The cost of developing new medicines is more than you think

Have you ever wondered to yourself the cost of developing new medicines? With one in 5,000 medicines actually making it to the market, it takes a lot of resources to be the one that finds its way to the public.

When it comes to pharmaceutical companies, two general accusations arise: companies charge too much for drugs and they focus research on diseases they can profit from. Ultimately, this means that the concentration is on chronic diseases rather than less profitable infectious ones.

“If you make a drug for diabetes, the patient has to take that drug once a day for the rest of their lives. What you’re trying to do with an infectious disease is cure it within three to five days, so your treatment has to be short and cheap,” explains Simon Croft, professor of parasitology at the London School of Hygiene and Tropical Medicine.

Drugs generally tend to take 12 years from the initial discovery stage to reach the market, and while estimates of costs vary, Association of the British Pharmaceutical Industry puts it at more than one billion per drug.

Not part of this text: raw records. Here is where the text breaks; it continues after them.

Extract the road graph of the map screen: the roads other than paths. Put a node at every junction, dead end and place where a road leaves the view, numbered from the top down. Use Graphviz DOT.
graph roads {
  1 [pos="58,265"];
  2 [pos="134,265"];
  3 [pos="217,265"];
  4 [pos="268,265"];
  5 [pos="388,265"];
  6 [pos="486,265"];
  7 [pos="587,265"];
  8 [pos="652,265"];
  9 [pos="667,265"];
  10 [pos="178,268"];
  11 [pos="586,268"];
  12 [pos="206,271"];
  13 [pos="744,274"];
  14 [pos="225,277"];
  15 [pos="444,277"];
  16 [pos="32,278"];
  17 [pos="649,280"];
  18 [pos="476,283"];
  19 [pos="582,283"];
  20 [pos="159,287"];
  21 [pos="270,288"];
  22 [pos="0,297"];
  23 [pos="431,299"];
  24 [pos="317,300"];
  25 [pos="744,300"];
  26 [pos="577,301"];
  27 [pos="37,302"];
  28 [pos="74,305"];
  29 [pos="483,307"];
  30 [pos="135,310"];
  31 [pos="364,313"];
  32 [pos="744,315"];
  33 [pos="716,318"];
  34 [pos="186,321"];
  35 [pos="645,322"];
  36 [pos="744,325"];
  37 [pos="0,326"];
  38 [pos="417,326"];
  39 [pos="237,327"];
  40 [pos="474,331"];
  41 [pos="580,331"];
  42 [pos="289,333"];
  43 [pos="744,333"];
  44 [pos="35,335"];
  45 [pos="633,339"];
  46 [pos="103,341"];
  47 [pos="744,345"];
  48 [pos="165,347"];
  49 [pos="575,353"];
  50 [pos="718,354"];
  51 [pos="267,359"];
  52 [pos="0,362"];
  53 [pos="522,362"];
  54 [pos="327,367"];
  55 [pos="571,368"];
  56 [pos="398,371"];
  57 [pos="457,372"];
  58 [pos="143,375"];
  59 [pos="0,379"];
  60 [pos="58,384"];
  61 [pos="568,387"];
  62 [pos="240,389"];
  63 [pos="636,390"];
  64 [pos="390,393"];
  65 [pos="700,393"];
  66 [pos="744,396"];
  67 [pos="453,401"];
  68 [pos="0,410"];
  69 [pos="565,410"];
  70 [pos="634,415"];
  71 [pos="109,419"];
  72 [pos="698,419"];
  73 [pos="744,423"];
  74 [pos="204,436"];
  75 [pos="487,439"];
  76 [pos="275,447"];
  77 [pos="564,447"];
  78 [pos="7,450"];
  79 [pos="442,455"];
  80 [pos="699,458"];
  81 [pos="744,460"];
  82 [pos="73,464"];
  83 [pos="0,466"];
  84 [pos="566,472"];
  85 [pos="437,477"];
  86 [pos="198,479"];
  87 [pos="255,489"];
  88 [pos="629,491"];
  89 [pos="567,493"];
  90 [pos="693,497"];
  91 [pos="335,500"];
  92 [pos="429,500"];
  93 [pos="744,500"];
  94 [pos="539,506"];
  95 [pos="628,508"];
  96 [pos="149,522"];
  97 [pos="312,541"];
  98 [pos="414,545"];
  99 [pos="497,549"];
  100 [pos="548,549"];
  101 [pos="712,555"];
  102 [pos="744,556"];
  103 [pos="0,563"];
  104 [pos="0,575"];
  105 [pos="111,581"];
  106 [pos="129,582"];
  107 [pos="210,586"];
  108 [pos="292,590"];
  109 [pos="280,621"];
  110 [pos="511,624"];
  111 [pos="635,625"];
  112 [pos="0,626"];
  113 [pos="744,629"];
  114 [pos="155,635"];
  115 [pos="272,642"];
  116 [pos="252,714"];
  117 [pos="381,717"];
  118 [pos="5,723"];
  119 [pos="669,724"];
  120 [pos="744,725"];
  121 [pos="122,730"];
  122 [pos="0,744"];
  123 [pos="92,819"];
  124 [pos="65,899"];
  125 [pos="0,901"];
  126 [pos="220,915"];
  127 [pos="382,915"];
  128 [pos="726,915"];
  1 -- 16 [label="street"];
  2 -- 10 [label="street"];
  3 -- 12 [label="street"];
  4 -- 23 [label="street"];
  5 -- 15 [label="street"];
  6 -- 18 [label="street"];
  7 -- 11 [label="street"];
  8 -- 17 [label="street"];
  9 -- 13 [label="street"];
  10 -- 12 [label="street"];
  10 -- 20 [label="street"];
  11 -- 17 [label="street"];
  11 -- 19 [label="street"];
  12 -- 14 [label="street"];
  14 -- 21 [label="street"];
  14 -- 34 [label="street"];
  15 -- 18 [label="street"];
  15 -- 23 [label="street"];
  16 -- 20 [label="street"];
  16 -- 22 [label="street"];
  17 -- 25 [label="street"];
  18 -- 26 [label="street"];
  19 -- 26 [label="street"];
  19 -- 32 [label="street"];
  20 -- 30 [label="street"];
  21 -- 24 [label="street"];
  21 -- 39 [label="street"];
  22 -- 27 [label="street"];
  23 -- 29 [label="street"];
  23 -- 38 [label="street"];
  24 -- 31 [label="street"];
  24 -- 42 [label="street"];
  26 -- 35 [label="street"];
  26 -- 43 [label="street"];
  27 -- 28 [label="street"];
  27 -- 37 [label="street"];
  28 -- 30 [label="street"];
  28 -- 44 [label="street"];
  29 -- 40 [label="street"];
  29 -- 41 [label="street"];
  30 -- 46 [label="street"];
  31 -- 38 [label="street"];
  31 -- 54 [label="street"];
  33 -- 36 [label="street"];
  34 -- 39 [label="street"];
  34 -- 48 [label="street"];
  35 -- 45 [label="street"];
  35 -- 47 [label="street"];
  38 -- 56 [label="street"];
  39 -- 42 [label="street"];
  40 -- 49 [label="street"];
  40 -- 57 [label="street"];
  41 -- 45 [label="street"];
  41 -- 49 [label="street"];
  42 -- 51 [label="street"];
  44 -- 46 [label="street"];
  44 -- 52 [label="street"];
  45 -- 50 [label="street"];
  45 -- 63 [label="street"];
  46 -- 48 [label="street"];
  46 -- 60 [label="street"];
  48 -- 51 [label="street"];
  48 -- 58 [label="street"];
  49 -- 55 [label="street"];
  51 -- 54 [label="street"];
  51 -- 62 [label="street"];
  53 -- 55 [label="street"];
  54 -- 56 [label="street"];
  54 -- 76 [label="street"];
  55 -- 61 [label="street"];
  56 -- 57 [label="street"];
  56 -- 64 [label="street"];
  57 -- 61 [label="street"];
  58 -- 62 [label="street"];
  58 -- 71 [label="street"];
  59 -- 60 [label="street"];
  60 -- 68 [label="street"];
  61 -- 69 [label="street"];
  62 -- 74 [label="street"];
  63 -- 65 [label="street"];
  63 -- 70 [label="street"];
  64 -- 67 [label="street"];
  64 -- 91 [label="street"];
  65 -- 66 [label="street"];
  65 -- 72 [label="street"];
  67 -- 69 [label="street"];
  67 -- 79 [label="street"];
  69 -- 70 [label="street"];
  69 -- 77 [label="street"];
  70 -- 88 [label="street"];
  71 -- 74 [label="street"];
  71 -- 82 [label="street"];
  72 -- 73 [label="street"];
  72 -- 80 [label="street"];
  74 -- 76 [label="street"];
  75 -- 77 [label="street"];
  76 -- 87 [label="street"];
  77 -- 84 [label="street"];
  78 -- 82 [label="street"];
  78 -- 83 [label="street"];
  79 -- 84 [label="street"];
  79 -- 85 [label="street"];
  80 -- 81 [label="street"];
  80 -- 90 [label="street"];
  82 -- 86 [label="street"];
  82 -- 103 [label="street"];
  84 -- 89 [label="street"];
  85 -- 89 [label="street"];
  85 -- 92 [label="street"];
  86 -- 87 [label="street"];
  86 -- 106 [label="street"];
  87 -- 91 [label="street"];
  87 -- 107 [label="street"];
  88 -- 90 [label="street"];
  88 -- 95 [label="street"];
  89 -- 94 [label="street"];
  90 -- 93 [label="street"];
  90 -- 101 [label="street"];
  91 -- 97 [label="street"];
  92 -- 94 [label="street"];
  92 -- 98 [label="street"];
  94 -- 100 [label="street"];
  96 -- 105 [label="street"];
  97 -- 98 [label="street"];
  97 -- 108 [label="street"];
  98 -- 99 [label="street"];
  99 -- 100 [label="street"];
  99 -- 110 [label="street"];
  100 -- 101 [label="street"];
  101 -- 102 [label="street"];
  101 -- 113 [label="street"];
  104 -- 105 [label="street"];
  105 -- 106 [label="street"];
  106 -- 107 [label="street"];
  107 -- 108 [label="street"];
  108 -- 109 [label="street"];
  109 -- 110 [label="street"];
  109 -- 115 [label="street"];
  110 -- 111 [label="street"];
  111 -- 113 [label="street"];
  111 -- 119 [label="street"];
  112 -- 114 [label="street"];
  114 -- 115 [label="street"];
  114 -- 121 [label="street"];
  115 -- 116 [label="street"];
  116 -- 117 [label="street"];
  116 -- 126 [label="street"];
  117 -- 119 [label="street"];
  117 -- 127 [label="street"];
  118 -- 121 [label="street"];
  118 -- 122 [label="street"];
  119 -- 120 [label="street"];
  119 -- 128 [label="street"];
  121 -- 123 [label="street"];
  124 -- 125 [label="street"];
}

Now does it make sense that one in 5,000 drugs surface to the public? It takes a lot of money and resources to make new medicines appear to the public.

Below is a passage from The Guardian that depicts the process of developing a drug:

“Developing a drug normally involves eight stages. At the pre-discovery stage, researchers work on understanding a particular disease. This is followed by what is called drug discovery, in which scientists identify a target or way to combat the disease. They do this by singling out a defective gene or protein, for example, and then they search for a compound that can fight it. They may look at thousands before finding one that is effective. This early work is often carried out by universities or public research organizations.

Roberto Solari, a senior research fellow at Imperial College, says the next stage, optimising the lead so that it has drug-like properties, can take two years and costs about $10m (£7.1m).

That phase is followed by pre-clinical testing – mandatory studies in animals to determine the toxicity of the drug. If successful, phase one clinical trials begin in healthy human volunteers to see if the drug is safe. Just over half of all medicines make it to the next round of phase two trials, in which the drug is tested on small numbers of patients to see if it’s effective. Only a third of these make it through to phase three, the next stage of clinical trials, carried out on 1,000 or more patients to provide evidence of effectiveness. About 70% get through.

Prof Alan Fairlamb, Wellcome principal research fellow at the University of Dundee, says the final clinical trials are particularly expensive because of the numbers involved, and the cost of manufacture: “The need to produce high quality pure material in large quantities adds enormously to the cost of development.”

Information about the drug then has to be submitted to the regulatory authorities for licensing approval and, at the final stage, the medicine is made available to patients. Just one in 5,000 drug candidates make it all the way from the drug discovery phase to licensing approval. It’s easy to see why it’s expensive – and the new wave of biological drugs are even more costly.

Pharmaceutical companies would like to speed up the process. Vas Narasimhan, global head of development at Novartis Pharmaceuticals, says seamless design studies, in which some elements of clinical trial phases two and three are combined, can shorten the trial phase by several months. Digital technologies can also bring costs down, he says: “You can reduce the amount of effort required to clean and analyse data by using more modern digital tools to collect that data. You can use digital sensors to better collect data, so you don’t need so much effort to track what every patient is doing and have so many clinic visits.”